CERASOMMATIDIIDAE STAT. RESTORED WITHIN

THE PHYLOGENETIC PLACEMENT OF CERASOMMATIDIIDAE STAT. RESTORED WITHIN THE COCCINELLID LINEAGE OF COCCINELLOIDEA

The results from our molecular ( Fig. 1 View Figure 1 ), morphological (Supporting Information, File S12a–c) and combined data (molecules and morphology) ( Fig. 2 View Figure 2 ) analyses strongly and unambiguously support the status of Cerasommatidiidae as a distinct clade at the family level. Morphologically, the monophyly of Cerasommatidiidae is supported by several characters ( Fig. 2 View Figure 2 ) (listed in Results) that set cerasommatidiids apart from Eupsilobiidae and other coccinelloid groups. In particular, the ovipositor lacking coxites is unique to this group and has not been found in any other Coccinelloidea . The sister-relationship of Cerasommatidiidae with Mycetaeidae is strongly supported in both the molecular and combined analyses. Yet, only one morphological, homoplastic character was recovered in the combined analyses as supporting this relationship: the mandible with subapical teeth or serrations (9:0). At this point it is difficult to elucidate shared morphological characters between members of these two families.

It is noteworthy that the position of Eupsilobiidae differs between the combined and molecular trees. In the molecular tree ( Fig. 1 View Figure 1 ) it is recovered as the sistergroup to Coccinellidae with strong support (PP = 1.0), whereas in the combined analysis it forms the sistergroup to the Mycetaeidae + Cerasommatidiidae , although with low nodal support (PP = 0.69) and no corresponding anatomical synapomorphies.

The monophyly of Eupsilobiidae is supported by two uncontroverted synapomorphies: aedeagus with penis coiled (38:1) and ovipositor with infundibulumlike structure/sperm duct modified (41:1) and by one homoplastic character: labial mentum with large, triangular, raised area (11:2). The position of Eupsilobiidae within the coccinellid group, as well as the internal family relationships, remains uncertain and ought to be readdressed in future studies. The genus Chileolobius , the only member of Eupsilobiidae represented in the molecular analysis, was supported in our combined data analysis as sister-group to the rest of Eupsilobiidae (‘core Eupsilobiidae’ composed of Eidoreus , EƲolocera , Microxenus and Natalinus ). This result could be an artefact of the remaining eupsilobiid exemplars being represented in the combined data analysis by morphological data only. However, Chileolobius is an enigmatic taxon, exhibiting several morphological features shared with all or some Coccinellidae but no other Eupsilobiidae , including frontoclypeal suture absent (6:0), mandibular mola absent or reduced (7:1) and mesotrochantin concealed (28:1). The core eupsilobiids are recovered with strong nodal support (PP = 0.99) and multiple anatomical apomorphies, including antennae composed of ten articles (4:2) and mesotrochantin at least partially exposed (28:0). A closer relationship between Eidoreus and Microxenus , with respect to Chileolobius and Ibicarella , was previously hypothesized by Pakaluk & Ślipiński (1990). Including molecular data for exemplars of core Eupsilobiidae will be the next step to elucidate their relationships with Chileolobius and corroborate the position of Eupsilobiidae among the coccinellid group of families.

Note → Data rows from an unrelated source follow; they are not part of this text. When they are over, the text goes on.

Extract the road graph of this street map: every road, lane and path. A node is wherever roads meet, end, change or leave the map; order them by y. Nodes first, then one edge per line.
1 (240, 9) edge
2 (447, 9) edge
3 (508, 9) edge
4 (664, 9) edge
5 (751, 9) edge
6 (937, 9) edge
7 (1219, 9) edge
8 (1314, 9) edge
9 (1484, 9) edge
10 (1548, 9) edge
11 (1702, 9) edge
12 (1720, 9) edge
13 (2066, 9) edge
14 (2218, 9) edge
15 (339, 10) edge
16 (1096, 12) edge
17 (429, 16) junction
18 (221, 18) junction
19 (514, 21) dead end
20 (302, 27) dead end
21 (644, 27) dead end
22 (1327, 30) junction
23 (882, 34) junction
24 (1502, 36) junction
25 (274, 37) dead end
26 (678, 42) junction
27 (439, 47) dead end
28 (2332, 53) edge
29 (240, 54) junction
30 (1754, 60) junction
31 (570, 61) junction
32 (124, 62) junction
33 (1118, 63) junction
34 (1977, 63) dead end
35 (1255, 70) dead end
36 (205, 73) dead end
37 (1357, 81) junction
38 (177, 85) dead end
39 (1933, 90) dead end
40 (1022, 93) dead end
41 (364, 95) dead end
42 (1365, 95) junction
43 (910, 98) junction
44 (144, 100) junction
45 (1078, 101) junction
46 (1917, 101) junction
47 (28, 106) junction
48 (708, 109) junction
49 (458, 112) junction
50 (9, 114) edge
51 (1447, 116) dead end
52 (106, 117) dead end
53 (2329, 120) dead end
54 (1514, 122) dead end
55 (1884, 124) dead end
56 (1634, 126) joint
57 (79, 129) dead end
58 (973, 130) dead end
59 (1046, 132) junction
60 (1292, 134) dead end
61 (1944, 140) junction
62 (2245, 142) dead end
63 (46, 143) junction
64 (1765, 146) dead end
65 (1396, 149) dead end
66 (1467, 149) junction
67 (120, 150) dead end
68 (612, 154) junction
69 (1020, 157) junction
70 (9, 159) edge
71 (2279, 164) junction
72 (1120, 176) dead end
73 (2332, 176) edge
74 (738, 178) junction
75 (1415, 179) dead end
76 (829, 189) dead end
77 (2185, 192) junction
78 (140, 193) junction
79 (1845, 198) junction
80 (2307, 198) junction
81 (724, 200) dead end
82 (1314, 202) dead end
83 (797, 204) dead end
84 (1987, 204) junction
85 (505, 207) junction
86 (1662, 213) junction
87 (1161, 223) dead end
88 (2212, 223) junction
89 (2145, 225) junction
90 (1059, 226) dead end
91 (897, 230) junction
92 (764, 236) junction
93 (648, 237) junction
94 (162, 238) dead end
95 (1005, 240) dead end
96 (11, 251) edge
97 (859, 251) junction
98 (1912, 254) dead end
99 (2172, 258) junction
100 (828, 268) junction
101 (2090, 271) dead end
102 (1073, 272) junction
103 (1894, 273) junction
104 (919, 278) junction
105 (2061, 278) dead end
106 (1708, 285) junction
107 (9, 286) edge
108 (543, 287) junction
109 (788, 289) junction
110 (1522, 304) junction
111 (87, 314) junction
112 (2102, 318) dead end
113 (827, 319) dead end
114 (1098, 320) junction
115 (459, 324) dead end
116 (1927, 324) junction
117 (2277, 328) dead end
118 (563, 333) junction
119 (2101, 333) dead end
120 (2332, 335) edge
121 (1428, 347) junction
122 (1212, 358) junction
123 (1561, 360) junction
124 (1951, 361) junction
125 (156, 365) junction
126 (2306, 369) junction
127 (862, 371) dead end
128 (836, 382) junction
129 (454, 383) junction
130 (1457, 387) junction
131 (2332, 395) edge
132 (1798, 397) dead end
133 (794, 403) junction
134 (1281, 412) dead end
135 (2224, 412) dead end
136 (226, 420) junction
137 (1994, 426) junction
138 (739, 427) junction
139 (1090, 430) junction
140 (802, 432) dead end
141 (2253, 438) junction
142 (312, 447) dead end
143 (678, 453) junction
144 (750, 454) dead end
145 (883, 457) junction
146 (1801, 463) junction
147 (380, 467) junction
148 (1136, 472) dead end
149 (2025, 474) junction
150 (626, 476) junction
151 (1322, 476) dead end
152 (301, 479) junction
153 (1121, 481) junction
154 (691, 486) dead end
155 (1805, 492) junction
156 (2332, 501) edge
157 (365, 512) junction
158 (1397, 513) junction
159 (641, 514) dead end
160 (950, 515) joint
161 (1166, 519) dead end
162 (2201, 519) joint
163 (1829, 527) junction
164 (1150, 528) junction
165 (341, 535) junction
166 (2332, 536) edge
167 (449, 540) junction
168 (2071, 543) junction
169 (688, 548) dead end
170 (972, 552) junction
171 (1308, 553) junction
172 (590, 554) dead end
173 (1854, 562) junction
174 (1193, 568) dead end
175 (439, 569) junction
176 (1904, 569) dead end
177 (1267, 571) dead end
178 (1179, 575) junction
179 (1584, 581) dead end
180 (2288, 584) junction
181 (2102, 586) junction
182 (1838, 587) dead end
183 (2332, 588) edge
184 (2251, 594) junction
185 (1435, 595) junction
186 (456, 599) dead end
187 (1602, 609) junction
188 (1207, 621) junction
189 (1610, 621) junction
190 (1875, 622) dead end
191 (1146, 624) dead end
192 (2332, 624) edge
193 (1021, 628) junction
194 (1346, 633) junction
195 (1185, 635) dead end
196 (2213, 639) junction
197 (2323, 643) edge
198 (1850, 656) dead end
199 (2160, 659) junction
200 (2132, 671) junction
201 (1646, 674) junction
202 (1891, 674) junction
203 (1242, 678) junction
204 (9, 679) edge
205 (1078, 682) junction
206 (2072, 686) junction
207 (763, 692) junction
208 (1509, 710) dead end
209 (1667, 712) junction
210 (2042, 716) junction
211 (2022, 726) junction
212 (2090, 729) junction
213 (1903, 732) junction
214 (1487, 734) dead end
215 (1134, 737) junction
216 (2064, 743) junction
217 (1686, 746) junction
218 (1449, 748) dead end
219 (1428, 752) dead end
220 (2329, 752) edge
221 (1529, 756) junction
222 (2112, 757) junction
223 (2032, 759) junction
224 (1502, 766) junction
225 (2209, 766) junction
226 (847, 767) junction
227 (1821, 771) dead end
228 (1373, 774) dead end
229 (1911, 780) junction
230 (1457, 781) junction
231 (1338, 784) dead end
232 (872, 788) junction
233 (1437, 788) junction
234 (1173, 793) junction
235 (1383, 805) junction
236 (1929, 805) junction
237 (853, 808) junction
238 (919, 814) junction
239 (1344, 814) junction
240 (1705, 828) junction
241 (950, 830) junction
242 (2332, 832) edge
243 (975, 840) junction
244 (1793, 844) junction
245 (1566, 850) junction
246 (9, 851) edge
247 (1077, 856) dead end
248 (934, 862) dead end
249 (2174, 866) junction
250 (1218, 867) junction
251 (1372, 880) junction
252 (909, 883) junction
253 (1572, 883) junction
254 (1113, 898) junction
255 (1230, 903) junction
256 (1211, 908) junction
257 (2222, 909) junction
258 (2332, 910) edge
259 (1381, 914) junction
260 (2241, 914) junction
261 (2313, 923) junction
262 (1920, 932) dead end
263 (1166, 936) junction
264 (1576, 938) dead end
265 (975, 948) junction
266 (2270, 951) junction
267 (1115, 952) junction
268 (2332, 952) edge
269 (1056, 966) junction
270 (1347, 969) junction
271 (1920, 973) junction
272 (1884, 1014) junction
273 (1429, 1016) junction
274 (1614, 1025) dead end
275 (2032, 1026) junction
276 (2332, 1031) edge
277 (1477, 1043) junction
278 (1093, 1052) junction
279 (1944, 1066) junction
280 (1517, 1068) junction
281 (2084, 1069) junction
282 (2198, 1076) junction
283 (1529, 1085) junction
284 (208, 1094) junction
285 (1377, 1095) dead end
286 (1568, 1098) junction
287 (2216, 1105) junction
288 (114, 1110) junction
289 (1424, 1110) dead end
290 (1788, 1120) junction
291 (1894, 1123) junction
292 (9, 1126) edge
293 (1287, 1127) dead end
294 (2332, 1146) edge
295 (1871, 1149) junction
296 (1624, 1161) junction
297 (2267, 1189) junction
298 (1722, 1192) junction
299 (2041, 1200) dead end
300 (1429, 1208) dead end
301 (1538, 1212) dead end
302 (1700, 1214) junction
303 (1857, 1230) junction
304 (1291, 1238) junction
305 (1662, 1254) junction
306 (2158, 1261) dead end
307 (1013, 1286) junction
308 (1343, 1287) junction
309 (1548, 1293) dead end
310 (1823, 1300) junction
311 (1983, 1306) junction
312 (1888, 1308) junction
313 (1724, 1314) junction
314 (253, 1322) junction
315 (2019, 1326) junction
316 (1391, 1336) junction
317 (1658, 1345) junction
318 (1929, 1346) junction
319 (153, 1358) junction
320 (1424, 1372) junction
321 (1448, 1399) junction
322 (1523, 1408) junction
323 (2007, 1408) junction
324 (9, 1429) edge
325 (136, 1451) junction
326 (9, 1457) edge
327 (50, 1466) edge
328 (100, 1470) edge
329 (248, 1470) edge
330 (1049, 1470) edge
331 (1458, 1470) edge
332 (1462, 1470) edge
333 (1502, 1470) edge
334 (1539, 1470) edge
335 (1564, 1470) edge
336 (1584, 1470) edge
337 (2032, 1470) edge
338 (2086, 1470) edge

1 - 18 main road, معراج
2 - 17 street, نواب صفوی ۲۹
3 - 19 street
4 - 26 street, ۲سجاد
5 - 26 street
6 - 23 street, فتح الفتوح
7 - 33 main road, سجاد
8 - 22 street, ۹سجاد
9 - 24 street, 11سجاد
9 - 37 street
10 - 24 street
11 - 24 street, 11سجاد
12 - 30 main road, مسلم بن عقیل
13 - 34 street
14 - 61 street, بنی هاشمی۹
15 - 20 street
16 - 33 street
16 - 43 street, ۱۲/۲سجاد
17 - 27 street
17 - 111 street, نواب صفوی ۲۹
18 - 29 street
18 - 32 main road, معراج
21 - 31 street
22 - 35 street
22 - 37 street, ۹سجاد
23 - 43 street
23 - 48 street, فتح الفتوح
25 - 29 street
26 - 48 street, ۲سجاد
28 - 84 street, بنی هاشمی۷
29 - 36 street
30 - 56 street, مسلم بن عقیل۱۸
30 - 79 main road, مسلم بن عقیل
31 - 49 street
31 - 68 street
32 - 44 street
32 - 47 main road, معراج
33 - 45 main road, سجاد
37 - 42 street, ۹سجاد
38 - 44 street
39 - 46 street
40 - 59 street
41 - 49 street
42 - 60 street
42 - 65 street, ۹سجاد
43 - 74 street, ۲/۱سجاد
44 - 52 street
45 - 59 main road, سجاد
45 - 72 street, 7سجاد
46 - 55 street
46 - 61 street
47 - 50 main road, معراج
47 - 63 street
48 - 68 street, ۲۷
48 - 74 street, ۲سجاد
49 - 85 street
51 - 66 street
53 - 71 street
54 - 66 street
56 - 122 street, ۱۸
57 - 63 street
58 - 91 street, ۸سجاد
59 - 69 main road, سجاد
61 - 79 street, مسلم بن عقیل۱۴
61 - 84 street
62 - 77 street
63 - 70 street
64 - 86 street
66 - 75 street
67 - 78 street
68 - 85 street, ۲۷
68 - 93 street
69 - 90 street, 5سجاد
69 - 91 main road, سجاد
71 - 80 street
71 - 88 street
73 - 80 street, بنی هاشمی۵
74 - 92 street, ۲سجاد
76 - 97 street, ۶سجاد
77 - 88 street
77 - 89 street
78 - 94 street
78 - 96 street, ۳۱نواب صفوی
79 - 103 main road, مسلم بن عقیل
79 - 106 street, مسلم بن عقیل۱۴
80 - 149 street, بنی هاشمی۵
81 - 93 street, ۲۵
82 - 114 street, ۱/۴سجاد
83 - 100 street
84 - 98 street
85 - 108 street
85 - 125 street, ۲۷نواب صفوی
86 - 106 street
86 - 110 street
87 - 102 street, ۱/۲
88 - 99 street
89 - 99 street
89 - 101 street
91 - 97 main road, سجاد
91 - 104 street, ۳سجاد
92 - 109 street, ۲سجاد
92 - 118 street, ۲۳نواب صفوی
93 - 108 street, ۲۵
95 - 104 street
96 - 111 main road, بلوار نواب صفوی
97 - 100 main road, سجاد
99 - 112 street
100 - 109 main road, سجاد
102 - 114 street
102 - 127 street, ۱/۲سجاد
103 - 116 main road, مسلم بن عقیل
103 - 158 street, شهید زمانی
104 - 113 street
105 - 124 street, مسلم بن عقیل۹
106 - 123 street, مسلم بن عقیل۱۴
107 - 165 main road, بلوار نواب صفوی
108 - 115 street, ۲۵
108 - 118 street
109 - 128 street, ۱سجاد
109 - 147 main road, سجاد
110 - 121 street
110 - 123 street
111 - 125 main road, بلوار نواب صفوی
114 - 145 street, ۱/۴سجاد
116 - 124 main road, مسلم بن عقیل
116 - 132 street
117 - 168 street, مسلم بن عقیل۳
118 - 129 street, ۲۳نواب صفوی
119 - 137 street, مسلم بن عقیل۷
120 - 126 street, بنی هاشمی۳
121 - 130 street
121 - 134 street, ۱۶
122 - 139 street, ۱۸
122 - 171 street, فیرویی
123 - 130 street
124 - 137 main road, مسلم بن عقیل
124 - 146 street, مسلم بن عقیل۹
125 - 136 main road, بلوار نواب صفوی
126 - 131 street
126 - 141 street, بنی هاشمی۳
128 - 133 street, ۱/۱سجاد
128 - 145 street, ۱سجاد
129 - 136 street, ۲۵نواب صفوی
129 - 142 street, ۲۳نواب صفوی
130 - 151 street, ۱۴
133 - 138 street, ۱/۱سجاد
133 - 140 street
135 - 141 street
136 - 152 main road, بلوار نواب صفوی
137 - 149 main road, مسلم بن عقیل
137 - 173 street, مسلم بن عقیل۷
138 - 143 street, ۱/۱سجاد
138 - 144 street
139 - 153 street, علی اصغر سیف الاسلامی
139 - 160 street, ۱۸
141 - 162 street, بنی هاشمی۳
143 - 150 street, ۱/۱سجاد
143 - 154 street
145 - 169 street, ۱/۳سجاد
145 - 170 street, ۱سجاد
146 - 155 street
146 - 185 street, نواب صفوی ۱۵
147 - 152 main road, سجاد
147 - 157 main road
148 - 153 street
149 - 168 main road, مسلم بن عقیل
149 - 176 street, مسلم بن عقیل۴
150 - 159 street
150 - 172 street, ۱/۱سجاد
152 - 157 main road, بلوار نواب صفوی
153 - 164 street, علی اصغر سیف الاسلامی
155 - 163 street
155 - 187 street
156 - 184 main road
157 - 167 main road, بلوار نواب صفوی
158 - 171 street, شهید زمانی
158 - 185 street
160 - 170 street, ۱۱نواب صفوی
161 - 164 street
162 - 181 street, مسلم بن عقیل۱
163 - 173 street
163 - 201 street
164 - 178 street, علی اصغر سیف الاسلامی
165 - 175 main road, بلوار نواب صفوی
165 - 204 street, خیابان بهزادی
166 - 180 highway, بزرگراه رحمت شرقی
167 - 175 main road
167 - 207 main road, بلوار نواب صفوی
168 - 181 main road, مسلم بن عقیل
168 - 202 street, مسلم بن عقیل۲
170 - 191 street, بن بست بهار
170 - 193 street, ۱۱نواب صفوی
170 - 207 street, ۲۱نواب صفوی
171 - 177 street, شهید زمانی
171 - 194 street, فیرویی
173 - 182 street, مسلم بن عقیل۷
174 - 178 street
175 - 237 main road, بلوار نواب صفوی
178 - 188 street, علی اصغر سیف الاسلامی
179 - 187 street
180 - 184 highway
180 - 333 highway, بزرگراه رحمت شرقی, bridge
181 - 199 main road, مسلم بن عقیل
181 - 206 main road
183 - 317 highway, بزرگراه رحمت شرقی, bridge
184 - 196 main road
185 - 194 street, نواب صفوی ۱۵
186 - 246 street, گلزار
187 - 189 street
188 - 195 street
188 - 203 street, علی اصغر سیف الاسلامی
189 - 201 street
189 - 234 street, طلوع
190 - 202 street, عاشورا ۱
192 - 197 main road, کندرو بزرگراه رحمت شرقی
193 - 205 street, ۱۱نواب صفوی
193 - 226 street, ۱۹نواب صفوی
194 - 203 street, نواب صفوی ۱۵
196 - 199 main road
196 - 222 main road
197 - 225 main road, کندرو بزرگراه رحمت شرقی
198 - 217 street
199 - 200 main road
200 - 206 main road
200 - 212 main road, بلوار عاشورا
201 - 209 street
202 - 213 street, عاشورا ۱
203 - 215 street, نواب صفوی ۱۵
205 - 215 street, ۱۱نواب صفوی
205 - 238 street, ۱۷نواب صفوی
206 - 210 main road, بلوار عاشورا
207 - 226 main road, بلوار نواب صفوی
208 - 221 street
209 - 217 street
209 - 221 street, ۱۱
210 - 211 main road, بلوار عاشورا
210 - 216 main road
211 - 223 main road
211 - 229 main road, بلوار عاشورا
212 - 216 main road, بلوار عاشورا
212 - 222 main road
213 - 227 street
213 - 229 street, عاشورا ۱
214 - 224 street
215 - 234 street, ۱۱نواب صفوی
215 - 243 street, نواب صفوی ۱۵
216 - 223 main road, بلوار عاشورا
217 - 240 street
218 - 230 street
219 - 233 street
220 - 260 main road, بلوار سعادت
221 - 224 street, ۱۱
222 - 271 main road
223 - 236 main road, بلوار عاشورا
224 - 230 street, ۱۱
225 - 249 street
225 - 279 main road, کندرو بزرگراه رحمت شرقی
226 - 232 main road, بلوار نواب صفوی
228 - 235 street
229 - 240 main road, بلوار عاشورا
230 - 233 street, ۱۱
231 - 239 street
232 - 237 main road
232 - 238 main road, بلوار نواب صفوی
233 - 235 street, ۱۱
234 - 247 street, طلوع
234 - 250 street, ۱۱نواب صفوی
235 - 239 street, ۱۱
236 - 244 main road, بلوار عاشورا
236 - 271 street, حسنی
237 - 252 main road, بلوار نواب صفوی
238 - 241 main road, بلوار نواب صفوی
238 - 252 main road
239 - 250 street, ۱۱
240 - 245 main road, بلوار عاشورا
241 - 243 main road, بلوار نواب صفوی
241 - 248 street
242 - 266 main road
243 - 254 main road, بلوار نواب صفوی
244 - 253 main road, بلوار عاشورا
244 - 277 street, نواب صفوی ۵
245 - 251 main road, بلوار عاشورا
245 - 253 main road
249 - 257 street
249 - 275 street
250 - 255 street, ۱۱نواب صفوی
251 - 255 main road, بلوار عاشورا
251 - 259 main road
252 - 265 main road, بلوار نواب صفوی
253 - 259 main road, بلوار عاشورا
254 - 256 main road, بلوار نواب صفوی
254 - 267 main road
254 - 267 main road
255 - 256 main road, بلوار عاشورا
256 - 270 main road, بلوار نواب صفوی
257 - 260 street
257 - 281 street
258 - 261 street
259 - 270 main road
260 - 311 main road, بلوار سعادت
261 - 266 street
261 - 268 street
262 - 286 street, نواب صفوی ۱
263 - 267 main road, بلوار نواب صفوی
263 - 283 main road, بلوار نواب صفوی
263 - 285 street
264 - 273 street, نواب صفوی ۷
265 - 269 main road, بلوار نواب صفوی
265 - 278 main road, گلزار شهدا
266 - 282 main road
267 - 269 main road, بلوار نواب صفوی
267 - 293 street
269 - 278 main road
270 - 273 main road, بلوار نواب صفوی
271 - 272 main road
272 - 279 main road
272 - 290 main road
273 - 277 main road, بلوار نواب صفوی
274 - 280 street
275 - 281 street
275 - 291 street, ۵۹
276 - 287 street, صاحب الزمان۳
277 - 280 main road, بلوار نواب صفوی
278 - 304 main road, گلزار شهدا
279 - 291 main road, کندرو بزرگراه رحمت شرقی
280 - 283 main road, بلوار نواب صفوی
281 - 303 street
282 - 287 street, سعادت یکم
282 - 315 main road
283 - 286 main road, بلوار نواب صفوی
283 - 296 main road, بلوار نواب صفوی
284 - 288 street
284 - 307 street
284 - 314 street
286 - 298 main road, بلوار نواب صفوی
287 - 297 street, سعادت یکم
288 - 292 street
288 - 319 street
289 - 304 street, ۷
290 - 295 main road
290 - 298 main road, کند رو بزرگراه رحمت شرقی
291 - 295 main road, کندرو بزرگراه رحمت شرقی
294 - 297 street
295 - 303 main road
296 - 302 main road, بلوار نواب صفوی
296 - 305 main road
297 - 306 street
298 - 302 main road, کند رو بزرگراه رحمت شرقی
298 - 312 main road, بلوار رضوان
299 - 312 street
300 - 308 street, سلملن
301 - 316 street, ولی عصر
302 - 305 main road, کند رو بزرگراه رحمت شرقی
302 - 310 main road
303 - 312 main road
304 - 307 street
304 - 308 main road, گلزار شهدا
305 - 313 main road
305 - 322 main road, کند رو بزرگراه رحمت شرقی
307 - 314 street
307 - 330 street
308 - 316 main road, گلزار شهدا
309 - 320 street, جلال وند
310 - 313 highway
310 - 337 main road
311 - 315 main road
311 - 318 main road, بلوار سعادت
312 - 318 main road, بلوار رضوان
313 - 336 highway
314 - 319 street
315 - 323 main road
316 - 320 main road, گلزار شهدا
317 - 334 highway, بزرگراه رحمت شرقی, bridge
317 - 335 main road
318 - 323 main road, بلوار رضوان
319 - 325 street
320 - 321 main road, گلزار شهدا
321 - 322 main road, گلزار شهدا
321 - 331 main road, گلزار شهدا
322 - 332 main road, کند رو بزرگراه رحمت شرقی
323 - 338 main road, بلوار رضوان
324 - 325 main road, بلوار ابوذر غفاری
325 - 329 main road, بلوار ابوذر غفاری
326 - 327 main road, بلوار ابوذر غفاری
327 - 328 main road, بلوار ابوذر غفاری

The results of this study demonstrate the separation of Cerasommatidiidae from Eupsilobiidae , and justify the restoration of this lineage to family status. Cerasommatidiidae are corroborated by both high topological support as the sister-group to Mycetaeidae in the molecular and combined analysis and by their unique morphological features, as outlined above.

The relationships between species of Cerasommatidiidae , as revealed by the morphological and combined analyses, justify the recognition of four genera despite an unclear relationship between them. Cerasommatidia in the new sense (including Ibicarella ) is a homogeneous group, with species differing only in the structures of the male genitalia, the body proportions and the degree of development of the pronotal border. A sister-relationship recovered for Cerasommatidia + MahaƲelo is based on single homoplastic character: labial palp with palpomere 2 oval, inflated (12:1) and is not strongly supported (PP = 0.83). Similarly, the sisterrelationship of Yamuy with Karumbe has negligible nodal support (PP = 0.47) and no morphological characters to bolster the relationship.